■ WHAT THE TASK REQUIRES ■
Report the lines of the material that carry the string "Avenida".

■ STORED DATA ■
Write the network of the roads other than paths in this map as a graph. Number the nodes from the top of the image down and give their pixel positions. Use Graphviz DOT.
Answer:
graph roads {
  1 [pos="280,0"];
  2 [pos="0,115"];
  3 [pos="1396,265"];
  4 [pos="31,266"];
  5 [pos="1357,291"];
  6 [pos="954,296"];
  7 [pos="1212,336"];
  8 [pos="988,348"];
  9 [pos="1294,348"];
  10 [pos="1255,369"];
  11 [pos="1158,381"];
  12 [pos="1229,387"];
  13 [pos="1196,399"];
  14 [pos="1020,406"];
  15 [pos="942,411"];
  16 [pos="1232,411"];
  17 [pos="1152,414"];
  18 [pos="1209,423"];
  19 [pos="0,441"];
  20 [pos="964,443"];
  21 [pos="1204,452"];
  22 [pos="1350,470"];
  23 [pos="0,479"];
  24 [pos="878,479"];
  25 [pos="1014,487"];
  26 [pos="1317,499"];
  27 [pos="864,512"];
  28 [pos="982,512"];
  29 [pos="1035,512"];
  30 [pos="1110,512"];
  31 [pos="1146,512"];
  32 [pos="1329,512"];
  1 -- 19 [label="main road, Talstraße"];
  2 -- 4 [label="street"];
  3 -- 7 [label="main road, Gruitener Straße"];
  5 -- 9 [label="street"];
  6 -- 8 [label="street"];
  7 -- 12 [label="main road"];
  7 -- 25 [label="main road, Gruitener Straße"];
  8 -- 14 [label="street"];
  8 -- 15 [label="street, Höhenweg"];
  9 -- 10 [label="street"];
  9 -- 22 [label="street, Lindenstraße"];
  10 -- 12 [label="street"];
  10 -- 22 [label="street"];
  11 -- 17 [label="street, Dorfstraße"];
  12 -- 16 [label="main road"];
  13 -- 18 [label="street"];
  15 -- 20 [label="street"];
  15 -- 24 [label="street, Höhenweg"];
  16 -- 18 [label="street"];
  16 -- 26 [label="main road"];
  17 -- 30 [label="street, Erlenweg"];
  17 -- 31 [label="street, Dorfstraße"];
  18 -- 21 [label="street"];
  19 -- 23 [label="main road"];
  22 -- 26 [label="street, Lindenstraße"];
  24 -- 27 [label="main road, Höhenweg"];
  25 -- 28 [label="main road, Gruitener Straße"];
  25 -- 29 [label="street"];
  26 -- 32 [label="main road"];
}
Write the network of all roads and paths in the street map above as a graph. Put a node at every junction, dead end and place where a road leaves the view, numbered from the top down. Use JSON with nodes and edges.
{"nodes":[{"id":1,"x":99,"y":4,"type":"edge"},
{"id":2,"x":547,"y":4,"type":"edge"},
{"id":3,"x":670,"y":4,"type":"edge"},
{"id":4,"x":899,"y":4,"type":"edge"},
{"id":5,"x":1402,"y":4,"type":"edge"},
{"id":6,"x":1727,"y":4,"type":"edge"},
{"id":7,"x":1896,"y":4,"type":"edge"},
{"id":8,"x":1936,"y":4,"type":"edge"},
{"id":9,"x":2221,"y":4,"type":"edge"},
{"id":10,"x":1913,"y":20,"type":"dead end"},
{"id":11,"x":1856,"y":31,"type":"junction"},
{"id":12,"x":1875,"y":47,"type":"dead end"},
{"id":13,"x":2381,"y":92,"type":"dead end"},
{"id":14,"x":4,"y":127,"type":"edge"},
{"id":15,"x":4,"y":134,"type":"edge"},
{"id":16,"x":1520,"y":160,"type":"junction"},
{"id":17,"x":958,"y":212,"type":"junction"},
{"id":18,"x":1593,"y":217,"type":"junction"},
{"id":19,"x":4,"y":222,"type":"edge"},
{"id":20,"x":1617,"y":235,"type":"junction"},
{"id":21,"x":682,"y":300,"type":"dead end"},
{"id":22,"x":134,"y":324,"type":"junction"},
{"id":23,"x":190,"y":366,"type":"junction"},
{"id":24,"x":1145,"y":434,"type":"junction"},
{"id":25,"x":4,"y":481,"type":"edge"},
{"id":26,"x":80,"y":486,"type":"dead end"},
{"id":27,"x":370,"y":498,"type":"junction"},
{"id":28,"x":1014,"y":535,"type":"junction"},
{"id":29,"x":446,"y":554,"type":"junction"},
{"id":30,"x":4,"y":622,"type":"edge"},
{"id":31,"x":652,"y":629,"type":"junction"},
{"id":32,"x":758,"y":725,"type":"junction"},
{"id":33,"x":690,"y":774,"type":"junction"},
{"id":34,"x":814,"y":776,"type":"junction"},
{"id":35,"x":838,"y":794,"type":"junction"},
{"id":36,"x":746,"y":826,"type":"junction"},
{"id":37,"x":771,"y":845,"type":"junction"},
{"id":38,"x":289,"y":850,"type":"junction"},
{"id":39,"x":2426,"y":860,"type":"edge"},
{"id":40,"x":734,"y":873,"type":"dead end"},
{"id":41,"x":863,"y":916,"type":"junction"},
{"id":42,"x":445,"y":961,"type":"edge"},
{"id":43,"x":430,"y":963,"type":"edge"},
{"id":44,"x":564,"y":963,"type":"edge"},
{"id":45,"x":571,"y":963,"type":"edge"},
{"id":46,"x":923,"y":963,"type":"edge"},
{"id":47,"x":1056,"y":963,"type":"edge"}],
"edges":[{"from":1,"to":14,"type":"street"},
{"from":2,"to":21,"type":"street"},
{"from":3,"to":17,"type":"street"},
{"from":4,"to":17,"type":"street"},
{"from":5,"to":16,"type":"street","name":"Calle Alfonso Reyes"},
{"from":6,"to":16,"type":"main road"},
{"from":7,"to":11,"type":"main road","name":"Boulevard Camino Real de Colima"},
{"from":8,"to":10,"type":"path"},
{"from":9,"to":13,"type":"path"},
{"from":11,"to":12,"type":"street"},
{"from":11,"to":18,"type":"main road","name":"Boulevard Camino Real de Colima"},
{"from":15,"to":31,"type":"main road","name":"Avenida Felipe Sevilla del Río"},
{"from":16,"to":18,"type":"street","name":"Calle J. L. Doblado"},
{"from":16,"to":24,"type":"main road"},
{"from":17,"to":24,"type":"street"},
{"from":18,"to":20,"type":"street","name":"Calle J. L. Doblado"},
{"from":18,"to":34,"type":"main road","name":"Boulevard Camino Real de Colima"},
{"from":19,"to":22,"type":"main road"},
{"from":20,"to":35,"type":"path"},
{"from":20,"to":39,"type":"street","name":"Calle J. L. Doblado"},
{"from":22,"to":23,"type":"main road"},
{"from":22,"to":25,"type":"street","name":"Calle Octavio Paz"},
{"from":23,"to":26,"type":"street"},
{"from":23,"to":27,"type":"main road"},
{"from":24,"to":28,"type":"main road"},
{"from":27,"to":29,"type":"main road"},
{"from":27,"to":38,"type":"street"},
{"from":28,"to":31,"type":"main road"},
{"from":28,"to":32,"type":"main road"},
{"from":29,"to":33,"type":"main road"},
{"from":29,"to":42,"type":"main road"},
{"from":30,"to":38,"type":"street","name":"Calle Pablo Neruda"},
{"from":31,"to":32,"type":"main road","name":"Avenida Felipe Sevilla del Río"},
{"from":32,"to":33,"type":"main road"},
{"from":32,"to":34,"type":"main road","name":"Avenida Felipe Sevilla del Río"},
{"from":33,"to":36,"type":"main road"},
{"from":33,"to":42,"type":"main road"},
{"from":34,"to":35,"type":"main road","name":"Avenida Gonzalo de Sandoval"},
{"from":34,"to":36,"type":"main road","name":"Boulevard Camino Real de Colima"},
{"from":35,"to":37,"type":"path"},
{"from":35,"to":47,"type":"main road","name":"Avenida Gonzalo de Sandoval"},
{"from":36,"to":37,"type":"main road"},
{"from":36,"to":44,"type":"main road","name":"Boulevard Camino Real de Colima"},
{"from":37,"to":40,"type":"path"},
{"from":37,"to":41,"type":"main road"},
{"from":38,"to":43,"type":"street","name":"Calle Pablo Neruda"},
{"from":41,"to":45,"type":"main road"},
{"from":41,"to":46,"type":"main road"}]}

■ EXPECTED ANSWER ■
{"from":15,"to":31,"type":"main road","name":"Avenida Felipe Sevilla del Río"},
{"from":31,"to":32,"type":"main road","name":"Avenida Felipe Sevilla del Río"},
{"from":32,"to":34,"type":"main road","name":"Avenida Felipe Sevilla del Río"},
{"from":34,"to":35,"type":"main road","name":"Avenida Gonzalo de Sandoval"},
{"from":35,"to":47,"type":"main road","name":"Avenida Gonzalo de Sandoval"},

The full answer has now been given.